Dans la cité algéroise de Zakaria, la vie s’écoule au rythme des distributions d’eau et des lettres de menaces. Attachants et agaçants, les personnages de Fellag, dans « L’ Allumeur de rêves berbères » publié aux éditions JC Lattès, dessinent l’Algérie du début des années 90, tandis que sévissent l’armée d’un côté et les groupes islamistes de l’autre.
« Mon nom est Zakaria, j’ai cinquante ans et je suis écrivain. Écrivain dans un pays où ne sont éditées que des œuvres asexuées, gommées de toutes les aspérités caractérisant la pensée individuelle ». Mais Zakaria n’écrit plus que pour lui : journaliste et écrivain officiel, il est tombé en disgrâce quand, retournant sa veste, il a dénoncé les massacres commis par l’armée en octobre 1988. Viennent les lettres de menaces, presque flatteuses puisqu’elles confirment l’ex-écrivain dans ses nouveaux choix politiques. Mais les coups de téléphone le plongent dans la terreur. Sa femme s’enfuit avant de mourir littéralement de peur. Leurs enfants quittent le pays sans avoir revu leur père. Zakaria s’enferme chez lui avec des litres de bière. Pour se distraire, il observe depuis son balcon la vie de la cité.
Celle-ci atteint son acmé deux fois par semaine, le mardi et le vendredi de trois heures à six heures du matin, quand l’eau, rationnée, coule enfin à flots : « Cette tranche de la nuit, vécue pendant longtemps comme une contrainte, devint peu à peu une oasis de paix de l’esprit et un contre-poids à la morosité de la vie quotidienne ». Tandis que les baignoires, les douches, les machines à laver et les tuyaux d’arrosage marchent à plein régime, la vie redevient douce : « Subitement, des actions aussi banales que rire, boire un café, fumer une cigarette, aimer, raconter une histoire, redeviennent des gestes fondamentaux, des rites magiques participant à la reconstruction de l’espoir et au ressourcement des désirs ».
Dans la cité, Zakaria rencontre Nasser, technicien du gaz terrifié par des lettres de menaces. Nasser aime Malika, pute clandestine mais respectée de tous les hommes. Il y a aussi Rose, l’obstétricienne à la retraite qui a fait naître la moitié de la cité, seule femme avec Malika a avoir le droit d’assister aux réunions du CQGAP, le Comité de quartier pour la gestion de l’antenne parabolique. Et lorsque celle-ci tombe en panne, c’est Aziz, roi de la mécanique, qui sauve l’immeuble de la malédiction des chaînes nationales.

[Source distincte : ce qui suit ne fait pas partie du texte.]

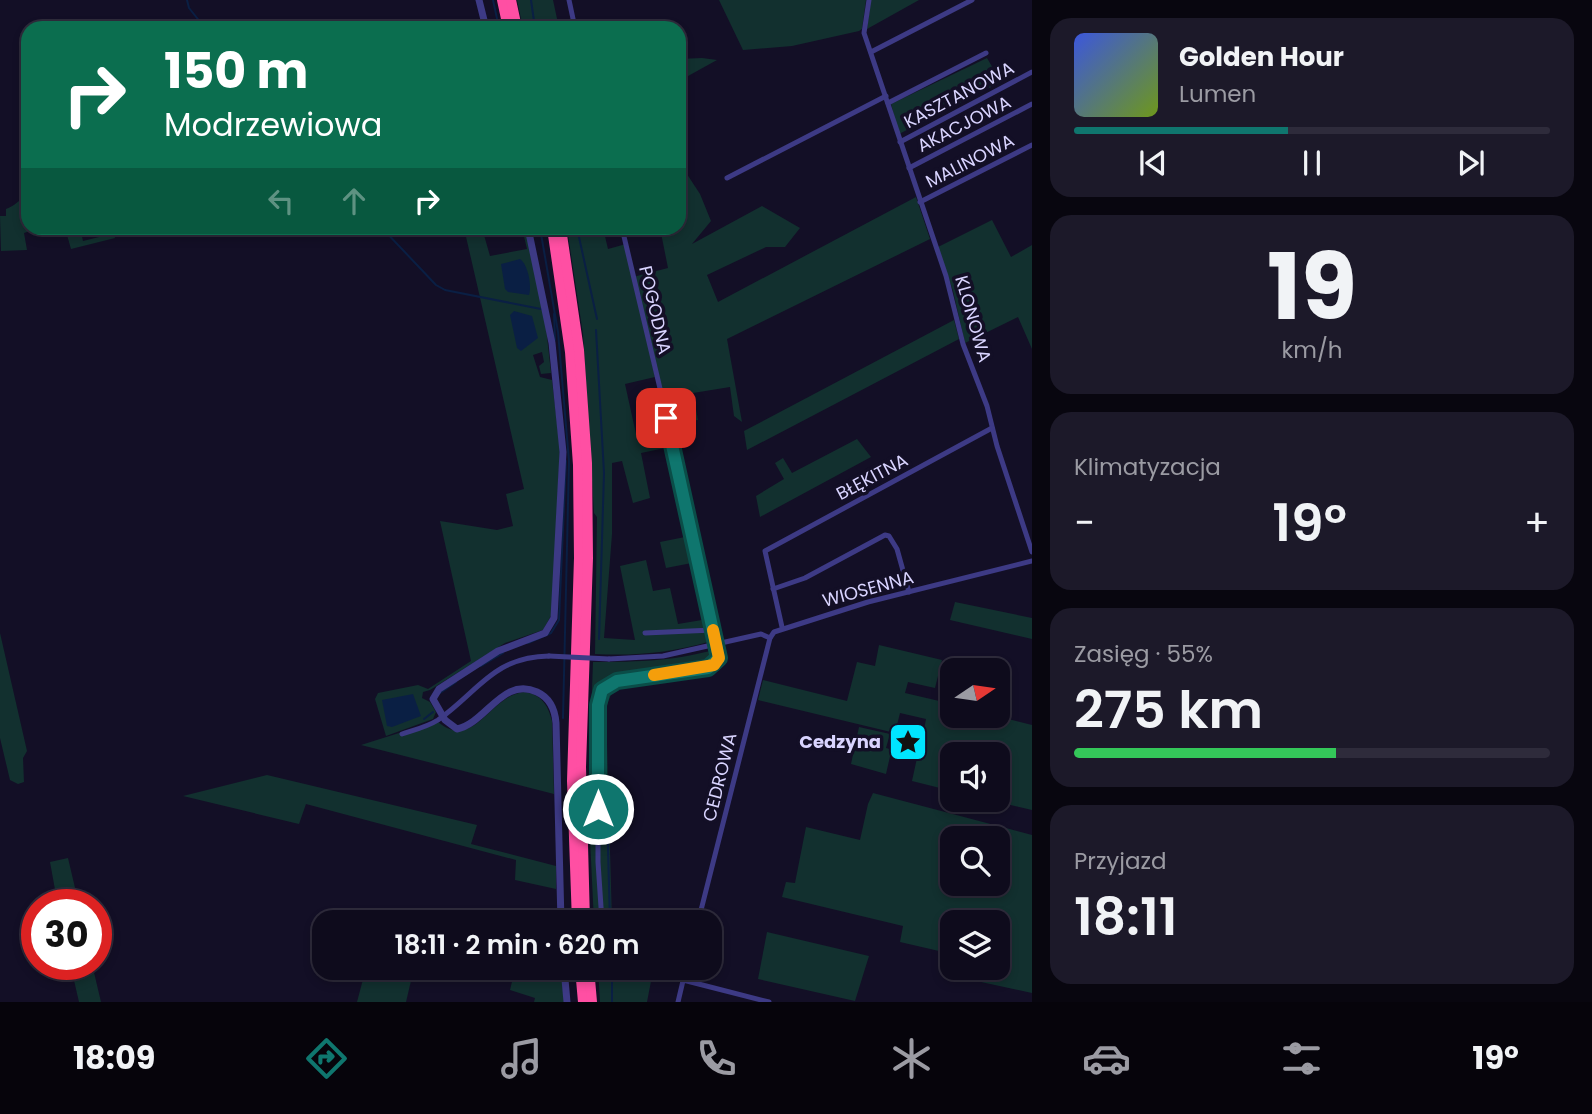 <!DOCTYPE html>
<html lang="pl">
<head>
<meta charset="utf-8">
<style>
  :root { --surface:#0e0b1c; --page:#1c1929; --text:#f1f3f6; --muted:#9b9ba3; --line:#2e2b3b; --accent:#0f766e }
  body { margin:0; font-family:Poppins,sans-serif; background:var(--page); color:var(--text); height:100vh; display:flex; flex-direction:column; font-size:26px; white-space:nowrap }
  * { box-sizing:border-box; margin:0 }
  p { font-size:23px; color:var(--muted) }
  .icon { flex:none; width:38px; height:38px; fill:none; stroke:currentColor; stroke-width:2; stroke-linecap:round; stroke-linejoin:round }
  .map { position:relative; flex:1; overflow:hidden }
  .details { display:flex; flex-direction:column; gap:18px; padding:18px; background:#08060f; width:560px }
  .details>* { flex:none }
  .banner { position:absolute; left:21px; top:21px; width:665px; height:214px; border-radius:21px; box-shadow:0 4px 10px #0003,0 0 0 2px var(--line); background:#0b6e4f; color:#fff; overflow:hidden }
  .needle { width:46px; rotate:77deg }
  .fabs { position:absolute; left:940px; top:658px; display:grid; gap:14px }
  .fabs a { display:grid; place-items:center; width:70px; height:70px; border-radius:14px; background:var(--surface); box-shadow:0 4px 10px #0003,0 0 0 2px var(--line); font-size:35px }
  .speed { position:absolute; left:21px; top:889px; display:flex; gap:14px; font-size:35px; font-weight:700; text-align:center }
  .speed>* { display:grid; place-content:center; width:91px; height:91px; border-radius:50%; background:var(--surface); box-shadow:0 4px 10px #0003,0 0 0 2px var(--line); line-height:1 }
  .speed .limit { border:10px solid #d22; background:#fff; color:#111 }
  .pin { position:absolute; display:grid; place-items:center; width:60px; height:60px; color:#fff; margin:-30px; border-radius:14px; box-shadow:0 4px 10px #0006 }
  .me { position:absolute; width:77px; margin:-38px; rotate:0deg; stroke-linejoin:round; filter:drop-shadow(0 0 5px #0008) }
  .turn { display:flex; align-items:center; gap:24px; height:147px; padding:0 28px; font-size:32px }
  .turn .icon { width:91px; height:91px; stroke-width:2.5 }
  .turn b { display:block; font-size:49px; line-height:60px }
  .lanes { display:flex; align-items:center; height:66px; padding:0 28px; background:#0003; justify-content:center; gap:35px; direction:ltr }
  .lanes .off { opacity:.35 }
  .big { font-size:52px; font-weight:600; line-height:1.1 }
  .details .tile { flex:1; display:flex; flex-direction:column; justify-content:center; gap:10px; min-width:0; padding:0 24px; border-radius:21px; background:var(--page) }
  .details .dial { align-items:center; gap:0 }
  .dial b { font-size:91px; line-height:1 }
  .song { display:flex; align-items:center; gap:21px }
  .cover { width:84px; height:84px; border-radius:10px; background:linear-gradient(135deg,hsl(230 70% 55%),hsl(80 70% 35%)) }
  .played { height:7px; border-radius:4px; background:linear-gradient(90deg,var(--accent) 45%,var(--line) 45%) }
  .keys { display:flex; justify-content:space-around; direction:ltr }
  .heat { display:flex; justify-content:space-between; align-items:center; font-size:38px; direction:ltr }
  .charge { height:10px; border-radius:5px; background:linear-gradient(90deg,#34c759 55%,var(--line) 0) }
  .trip { position:absolute; left:312px; top:910px; width:410px; height:70px; border-radius:21px; background:var(--surface); box-shadow:0 4px 10px #0003,0 0 0 2px var(--line); font-weight:600; line-height:70px; text-align:center }
  .dock { display:flex; height:112px; justify-content:space-around; align-items:center; background:#06040b; color:var(--muted) }
  .dock .icon { width:49px; height:49px }
  .dock .current { color:var(--accent) }
  .dock b { font-size:32px; color:var(--text) }
  main { display:flex; flex:1; min-height:0 }
  .map>svg:first-child { display:block }
  .green { fill:#12302f; fill-rule:evenodd }
  .water { fill:#0a1f44 }
  .lines { fill:none; stroke-linecap:round; stroke-linejoin:round }
  .stream { stroke:#0a1f44; stroke-width:2 }
  .minor { stroke:#3d3a85; stroke-width:5 }
  .tertiary { stroke:#3d3a85; stroke-width:7 }
  .motorway { stroke:#ff4fa3; stroke-width:10 }
  .minor-bridge { stroke:#3d3a85; stroke-width:5 }
  .route-casing { stroke:#0a4d48; stroke-width:18 }
  .route { stroke:#0f766e; stroke-width:12 }
  .slow { stroke:#f59e0b; stroke-width:12 }
  .labels { text-anchor:middle; stroke-width:7; stroke-linejoin:round; paint-order:stroke }
  .street-label { font-size:18px; fill:#d9d4ff; stroke:#130f26 }
  .poi-label { font-size:18px; font-weight:bold; fill:#d9d4ff; stroke:#130f26; text-anchor:end }
</style>
</head>
<body>
<main>
<div class="map">
<svg width="1032" height="1002" viewBox="0 0 1032 1002">
  <rect width="100%" height="100%" fill="#130f26"/>
  <g class="green">
    <path d="M517,0H553L559,28H523Z"/>
    <path d="M719,0H866L862,29L859,31L792,46L743,50Z"/>
    <path d="M871,0H919L867,29Z"/>
    <path d="M702,58L717,60L679,81V59Z"/>
    <path d="M987,58L1001,82L899,134L891,104Z"/>
    <path d="M679,162L700,194L711,221L692,244L762,206L800,228L785,247H766L707,275L718,302L916,197L930,239L727,339L742,422L734,416L730,387L693,393L698,420L671,424L675,466L670,447L641,453L650,498L633,503L622,461L612,463V534L604,638L635,640L620,566L646,560L653,591L670,588L678,624L708,619L711,638V641C671,653 636,656 595,654L597,517L594,513L583,334L567,228H603L608,249L626,244L655,377L625,384L636,434L668,427L633,277L668,268L660,228H679Z"/>
    <path d="M28,170V228H60L37,234L36,229L24,233L27,250L1,251L0,216H6V209C23,202 28,192 24,174Z"/>
    <path d="M992,220L1011,257L1032,245V349L1018,317L965,343L953,291L938,247Z"/>
    <path d="M65,228H80L83,241L103,236L105,228H113L115,238L71,249Z"/>
    <path d="M464,228H482L490,256L527,249L522,228H526L545,318L551,373L541,374L539,366L544,362L542,352L533,355L540,377L552,380L560,449L552,614L543,630L505,643L430,690L423,692L422,698L430,702L436,712L433,719L386,736L375,699L378,693L418,685L428,689L471,661L440,521L497,530L513,526L506,494L524,489Z"/>
    <path d="M954,320L959,339L747,450L744,431Z"/>
    <path d="M857,439L871,457L760,517L756,496L784,479L775,463L783,458L792,473Z"/>
    <path d="M690,536L697,562L666,568L660,542Z"/>
    <path d="M955,602L1032,618V639L950,620Z"/>
    <path d="M0,633L27,751L23,758L24,782L18,784L10,780L0,738Z"/>
    <path d="M879,645L942,660L935,688L908,682L905,693L952,704V716H997L1032,725V810L989,800H998V754H952V791L912,781L917,758L891,752L886,774L851,764L859,727L890,734L886,748L919,757L926,719L900,713L895,733L758,700L763,680L847,701L857,662L875,666Z"/>
    <path d="M723,647L720,670L708,674L619,688L612,692L606,707L612,922H594L588,798L593,662C638,662 680,661 723,647Z"/>
    <path d="M524,692C541,694 548,705 552,721L554,794L361,745L437,721C474,753 488,696 524,692Z"/>
    <path d="M267,775L477,825L471,844L556,866V889L515,880L516,860L306,804L299,824L183,796Z"/>
    <path d="M873,793L1032,835V993L981,982L984,968H998V922H952V954L900,942L903,926L782,897L786,882L795,883L806,827L860,840L868,804ZM952,838H998V884H952Z"/>
    <path d="M68,858L79,905H50L56,895L50,862Z"/>
    <path d="M767,932L869,956L855,1001L758,979Z"/>
    <path d="M50,964H92L101,1002H79L73,976L54,980Z"/>
    <path d="M366,968H414L406,1002H357Z"/>
    <path d="M598,968H638H630L629,971L652,976L647,1002H600Z"/>
    <path d="M515,969L562,979L564,1002H534L535,998L510,990Z"/>
  </g>
  <g class="water">
    <path d="M520,259C528,264 532,286 529,295L508,292L505,289L501,264Z"/>
    <path d="M514,311L532,316L538,338L521,351L517,348L510,315Z"/>
    <path d="M413,694L421,716L392,727L387,726L382,700Z"/>
  </g>
  <g class="lines">
    <g class="stream">
      <path d="M187,0L189,8L205,28"/>
      <path d="M493,0L499,28"/>
      <path d="M531,0L535,28"/>
      <path d="M382,228L436,285L445,290L541,309"/>
      <path d="M540,228L558,332L569,461L563,718"/>
      <path d="M577,228L597,319"/>
      <path d="M554,314L555,340"/>
      <path d="M596,330L604,473L599,639"/>
      <path d="M528,643L551,633L559,620L566,461"/>
      <path d="M481,666L503,653"/>
      <path d="M440,693L456,682"/>
      <path d="M424,719L433,712"/>
      <path d="M610,922L604,699L608,691L621,684L715,670L723,660L724,649"/>
      <path d="M612,1002V968"/>
    </g>
    <g class="minor">
      <path d="M569,0L575,28"/>
      <path d="M869,0L864,33L946,276L963,344L987,406L997,446L1032,552"/>
      <path d="M871,52L972,0"/>
      <path d="M888,103L986,53"/>
      <path d="M900,142L1032,72"/>
      <path d="M909,168L1032,104"/>
      <path d="M727,178L886,96"/>
      <path d="M920,202L1032,145"/>
      <path d="M773,589L805,578L885,535L889,536L897,549L909,592"/>
      <path d="M782,627L765,551L992,428"/>
      <path d="M645,633L713,630"/>
      <path d="M609,659L663,656L761,634L770,638"/>
      <path d="M402,734C414,730 427,727 438,720C479,691 493,657 549,656"/>
      <path d="M602,922L598,862V705L602,690L616,681L708,668L718,658L679,481L676,456L622,228"/>
      <path d="M698,922L770,638L774,632L868,602L1032,561"/>
      <path d="M683,980L769,1002"/>
      <path d="M678,1002L686,968"/>
    </g>
    <g class="tertiary">
      <path d="M479,0L486,28"/>
      <path d="M528,228L552,343L563,452L554,618L545,633L498,651L439,689L433,699L445,720L457,729C486,723 503,676 537,692C550,698 555,710 556,723L561,922"/>
      <path d="M564,968L567,1002"/>
    </g>
    <g class="motorway">
      <path d="M502,0L508,28"/>
      <path d="M511,0L517,28"/>
      <path d="M552,228L570,352L578,465L579,558L572,781L577,922"/>
      <path d="M561,228L579,350L587,463L588,558L581,767L585,922"/>
      <path d="M580,968L583,1002"/>
      <path d="M589,968L592,1002"/>
    </g>
    <path class="minor-bridge" d="M549,656L609,659"/>
  </g>
  <g class="lines">
    <g class="route-casing">
      <path id="route" d="M598,809V705L602,690L617,681L708,668L719,658L666,418"/>
    </g>
    <use href="#route" class="route"/>
    <path class="slow" d="M654,675L714,665L719,658L713,630"/>
  </g>
  <defs>
    <g id="sight-square" transform="scale(2.0125)"><rect x="-9" y="-9" width="18" height="18" rx="4" fill="#00e5ff" stroke="#130f26"/><path d="M0-6L1.8-2.2L6-1.7L2.9 1.2L3.7 5.4L0 3.3L-3.7 5.4L-2.9 1.2L-6-1.7L-1.8-2.2Z" fill="#111"/></g>
  </defs>
  <g fill-rule="evenodd">
    <use href="#sight-square" x="908" y="742"/>
  </g>
  <g class="labels">
    <g class="street-label">
      <text transform="translate(959 95) rotate(-28)" y="6">KASZTANOWA</text>
      <text transform="translate(964 124) rotate(-27)" y="6">AKACJOWA</text>
      <text transform="translate(970 161) rotate(-27)" y="6">MALINOWA</text>
      <text transform="translate(655 310) rotate(77)" y="6">POGODNA</text>
      <text transform="translate(973 319) rotate(74)" y="6">KLONOWA</text>
      <text transform="translate(872 477) rotate(-28)" y="6">BŁĘKITNA</text>
      <text transform="translate(868 589) rotate(-15)" y="6">WIOSENNA</text>
      <text transform="translate(720 777) rotate(-76)" y="6">CEDROWA</text>
    </g>
    <g class="poi-label">
      <text x="881" y="748">Cedzyna</text>
    </g>
  </g>
</svg>
<div class="fabs">
<a><svg class="needle" viewBox="-14 -14 28 28"><path d="M0-13l5 13h-10z" fill="#e53935"/><path d="M0 13l5-13h-10z" fill="#9b9ba3"/></svg></a>
<a><svg class="icon" aria-label="sound" viewBox="0 0 24 24"><path d="M4 9h4l5-4v14l-5-4H4zM17 9q2 3 0 6"/></svg></a>
<a><svg class="icon" aria-label="search" viewBox="0 0 24 24"><circle cx="10" cy="10" r="6"/><path d="M15 15l6 6"/></svg></a>
<a><svg class="icon" aria-label="layers" viewBox="0 0 24 24"><path d="M12 4l9 5-9 5-9-5zM3 14l9 5 9-5"/></svg></a>
</div>
<div class="speed"><div class="limit">30</div></div>
<div class="pin" style="left:666px;top:418px;background:#d93025"><svg class="icon" aria-label="arrive" viewBox="0 0 24 24"><path d="M6 21V4h12l-3 4 3 4H6"/></svg></div>
<svg class="me" style="left:598px;top:809px" viewBox="-20 -20 40 40"><circle r="17" fill="#0f766e" stroke="#fff" stroke-width="3"/><path d="M0-11L8 9 0 5-8 9z" fill="#fff"/></svg>
<div class="trip">18:11 · 2 min · 620 m</div>
<div class="banner">
<div class="turn"><svg class="icon" aria-label="right" viewBox="0 0 24 24"><path d="M7 20v-9h11M14 6l5 5-5 5"/></svg><div><b>150 m</b>Modrzewiowa</div></div>
<div class="lanes"><svg class="icon off" aria-label="left" viewBox="0 0 24 24"><path d="M17 20v-9H6M10 6l-5 5 5 5"/></svg><svg class="icon off" aria-label="ahead" viewBox="0 0 24 24"><path d="M12 20V5M6 11l6-6 6 6"/></svg><svg class="icon" aria-label="right" viewBox="0 0 24 24"><path d="M7 20v-9h11M14 6l5 5-5 5"/></svg></div>
</div>
</div>
<section class="details">
<div class="tile">
<div class="song"><i class="cover"></i><div><b>Golden Hour</b><p>Lumen</p></div></div>
<div class="played"></div>
<div class="keys"><svg class="icon" aria-label="previous" viewBox="0 0 24 24"><path d="M18 5L8 12l10 7zM5 5v14"/></svg><svg class="icon" aria-label="pause" viewBox="0 0 24 24"><path d="M8 5v14M16 5v14"/></svg><svg class="icon" aria-label="next" viewBox="0 0 24 24"><path d="M6 5l10 7-10 7zM19 5v14"/></svg></div>
</div>
<div class="tile dial"><b>19</b><p>km/h</p></div>
<div class="tile"><p>Klimatyzacja</p>
<div class="heat"><a>−</a><b class="big">19°</b><a>+</a></div>
</div>
<div class="tile"><p>Zasięg · 55%</p><b class="big">275 km</b><div class="charge"></div></div>
<div class="tile"><p>Przyjazd</p><b class="big">18:11</b></div>
</section>
</main>
<nav class="dock">
<b>18:09</b>
<svg class="icon current" aria-label="directions" viewBox="0 0 24 24"><path d="M12 3l9 9-9 9-9-9zM9 14v-3h6M13 9l2 2-2 2"/></svg>
<svg class="icon" aria-label="music" viewBox="0 0 24 24"><path d="M9 18V5l10-2v13"/><circle cx="6" cy="18" r="3"/><circle cx="16" cy="16" r="3"/></svg>
<svg class="icon" aria-label="phone" viewBox="0 0 24 24"><path d="M5 4h4l2 5-3 2q2 4 5 5l2-3 5 2v4C11 20 4 13 5 4z"/></svg>
<svg class="icon" aria-label="climate" viewBox="0 0 24 24"><path d="M12 3v18M4 7l16 10M4 17L20 7"/></svg>
<svg class="icon" aria-label="car" viewBox="0 0 24 24"><path d="M5 17H2v-5l4-1 3-4h7l3 4 3 1v5h-3M9 17h6M6 11h13"/><circle cx="7" cy="17" r="2"/><circle cx="17" cy="17" r="2"/></svg>
<svg class="icon" aria-label="filters" viewBox="0 0 24 24"><path d="M4 7h16M4 17h16"/><circle cx="9" cy="7" r="2"/><circle cx="15" cy="17" r="2"/></svg>
<b>19°</b>
</nav>
</body>
</html>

« Tous les Algériens sont des mécaniciens », proclame Fellag dans sa prochaine tournée. Au fil des pages, on apprend d’ailleurs à réparer un Delco avec un stylo, une pile et un marteau, ou à capter simultanément cinq chaînes espagnoles grâce à un couscoussier pour famille nombreuse. Dommage, cependant que L’ Allumeur de rêves berbères ait lui aussi un petit côté bricolé sur la fin. À la recherche d’un ultime rebondissement, l’humoriste joue au chamboule-tout avec ses personnages et largue un peu son lecteur en cours de route. Pas grave : on a eu le temps de se faire plein d’amis dans cette cité d’Alger.